Rosa Muscio, il pm «silenzioso» cambiò idea
VIGEVANO.Sorrisi rari, parole meno ancora. Il pubblico ministero Rosa Muscio non ha mai concesso niente al processo mediatico. Trentotto anni, bresciana di famiglia lucana, è alla procura di Vigevano dal 2003 ed è prossima a fare le valigie. Il Csm ha accolto la sua richiesta di trasferimento al tribunale di Milano e, tra qualche mese, quando il cambio di sede diventerà operativo, lascerà le indagini sui reati penali per dedicarsi a giudicare controversie civili. Il suo canto del cigno alla procura di Vigevano è però il processo che ha portato il nome di Garlasco in tutta Italia. Rosa Muscio è il sostituto procuratore che ha condotto l'inchiesta sull'omicidio di Chiara Poggi e che in aula, affiancata dal collega Claudio Michelucci, ha sostenuto l'accusa contro Alberto Stasi chiedendo la condanna a trent'anni.
L'aula è l'unico luogo dove il pm silenzioso espone i risultati del suo lavoro e di quello degli investigatori. Senza enfasi, senza impennate di tono, senza scomporsi anche quando è costretta a tornare sui suoi passi e rivedere anche aspetti importanti dell'impianto accusatorio.

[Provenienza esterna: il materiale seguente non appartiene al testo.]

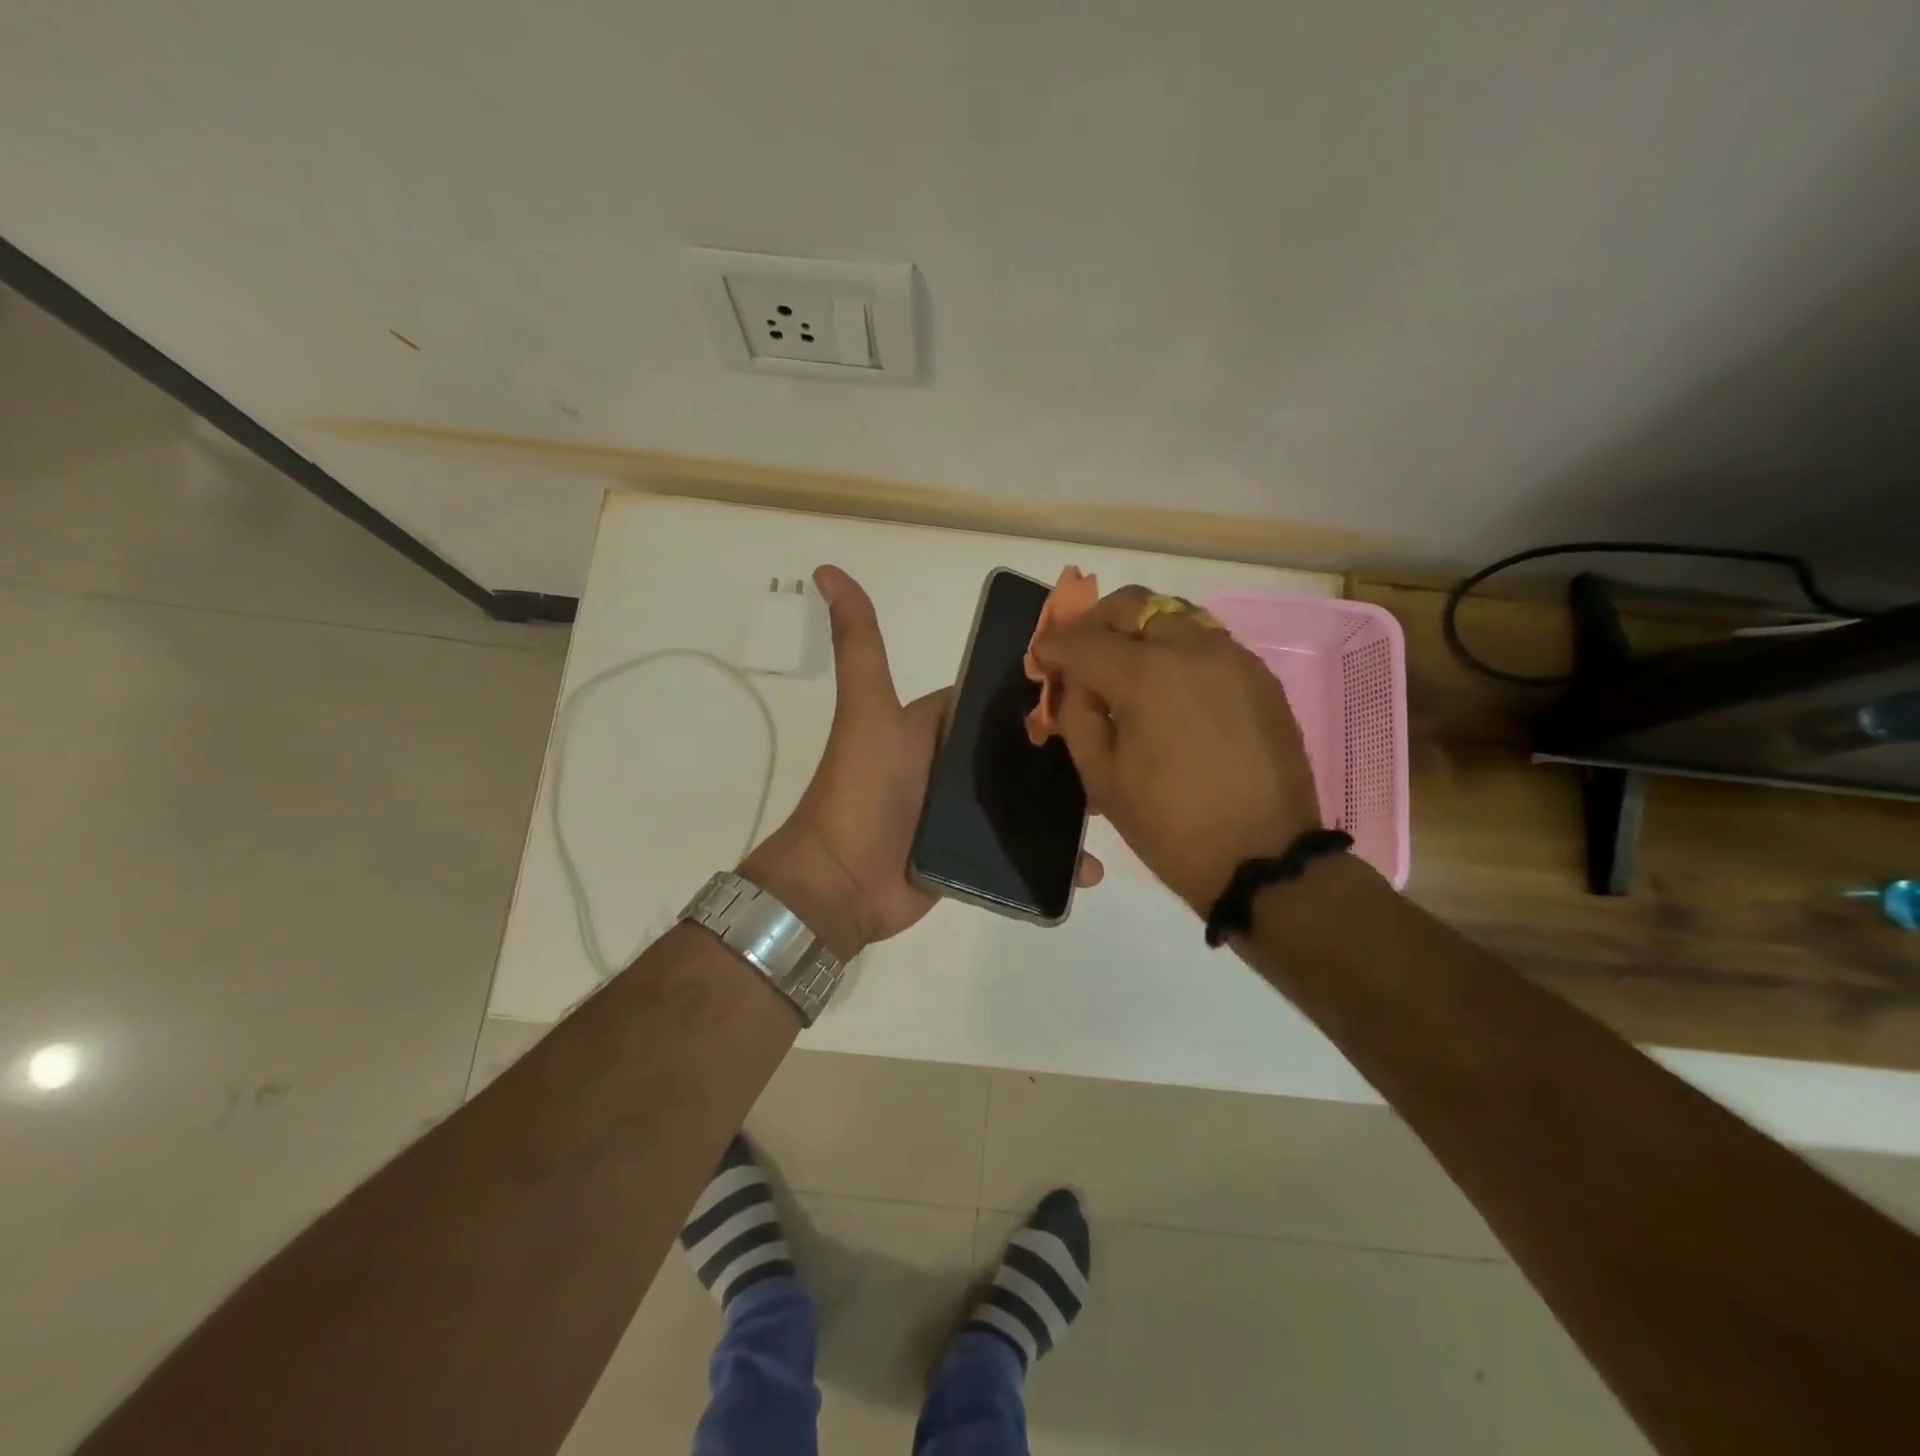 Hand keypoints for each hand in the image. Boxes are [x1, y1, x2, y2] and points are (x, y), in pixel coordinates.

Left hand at [744, 566, 1102, 956]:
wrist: (841, 884)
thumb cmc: (859, 790)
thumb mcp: (867, 711)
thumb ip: (859, 646)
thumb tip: (826, 570)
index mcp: (939, 726)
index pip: (999, 701)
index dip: (1043, 692)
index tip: (1099, 686)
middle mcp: (956, 765)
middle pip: (1022, 752)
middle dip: (1067, 754)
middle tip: (1121, 754)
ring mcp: (968, 813)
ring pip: (1030, 801)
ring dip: (1069, 807)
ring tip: (1117, 811)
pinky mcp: (977, 854)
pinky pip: (1025, 849)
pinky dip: (1055, 857)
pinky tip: (1090, 867)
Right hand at [1030, 585, 1319, 914]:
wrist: (1263, 858)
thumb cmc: (1169, 826)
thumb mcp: (1101, 777)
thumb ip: (1076, 715)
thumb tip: (1074, 682)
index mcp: (1146, 675)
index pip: (1083, 640)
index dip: (1053, 647)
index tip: (1041, 659)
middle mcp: (1192, 648)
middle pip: (1132, 604)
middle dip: (1096, 622)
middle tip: (1081, 653)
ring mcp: (1232, 657)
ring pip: (1173, 614)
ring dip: (1139, 630)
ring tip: (1125, 668)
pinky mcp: (1259, 675)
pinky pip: (1207, 641)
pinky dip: (1176, 649)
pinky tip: (1169, 687) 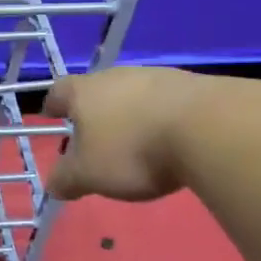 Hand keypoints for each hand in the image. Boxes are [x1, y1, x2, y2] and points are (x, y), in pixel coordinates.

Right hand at [45, 67, 197, 201]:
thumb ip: (67, 179)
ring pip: (133, 93)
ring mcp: (157, 77)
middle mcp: (116, 75)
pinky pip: (166, 101)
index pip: (59, 91)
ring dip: (131, 113)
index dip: (53, 104)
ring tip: (136, 140)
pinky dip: (162, 117)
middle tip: (95, 135)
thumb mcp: (89, 175)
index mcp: (84, 92)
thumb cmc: (132, 150)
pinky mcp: (193, 85)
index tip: (52, 115)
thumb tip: (53, 184)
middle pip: (97, 89)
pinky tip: (170, 139)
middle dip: (94, 111)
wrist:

Gli esiti delle perizie e delle analisi scientifiche hanno infatti indotto a cambiamenti in corso d'opera, come lo spostamento in avanti dell'ora del delitto, o hanno riservato sorprese, come quando il Gip decise la scarcerazione di Stasi ritenendo non sufficienti gli indizi raccolti dalle analisi dei Ris. In quell'occasione pare che l'imperturbabile pm Muscio abbia sfoderato le unghie chiedendo spiegazioni agli investigatori. Sempre, naturalmente, senza lasciare trapelare nulla.
A parte il leggero nervosismo che traspare quando deve attraversare, tra la folla di giornalisti, la piazzetta che separa la procura dal tribunale prima di entrare in aula. Qui, davanti al giudice, il pm Muscio mette in campo tutta la sua meticolosità e tenacia, attitudini ereditate dalla professione di funzionario di polizia esercitata prima di diventare magistrato. E anche se gli esiti delle perizie inducono a qualche deviazione di percorso, la meta non cambia: era partita ipotizzando la responsabilità dell'imputato e ha finito chiedendo 30 anni di carcere. (l.g.)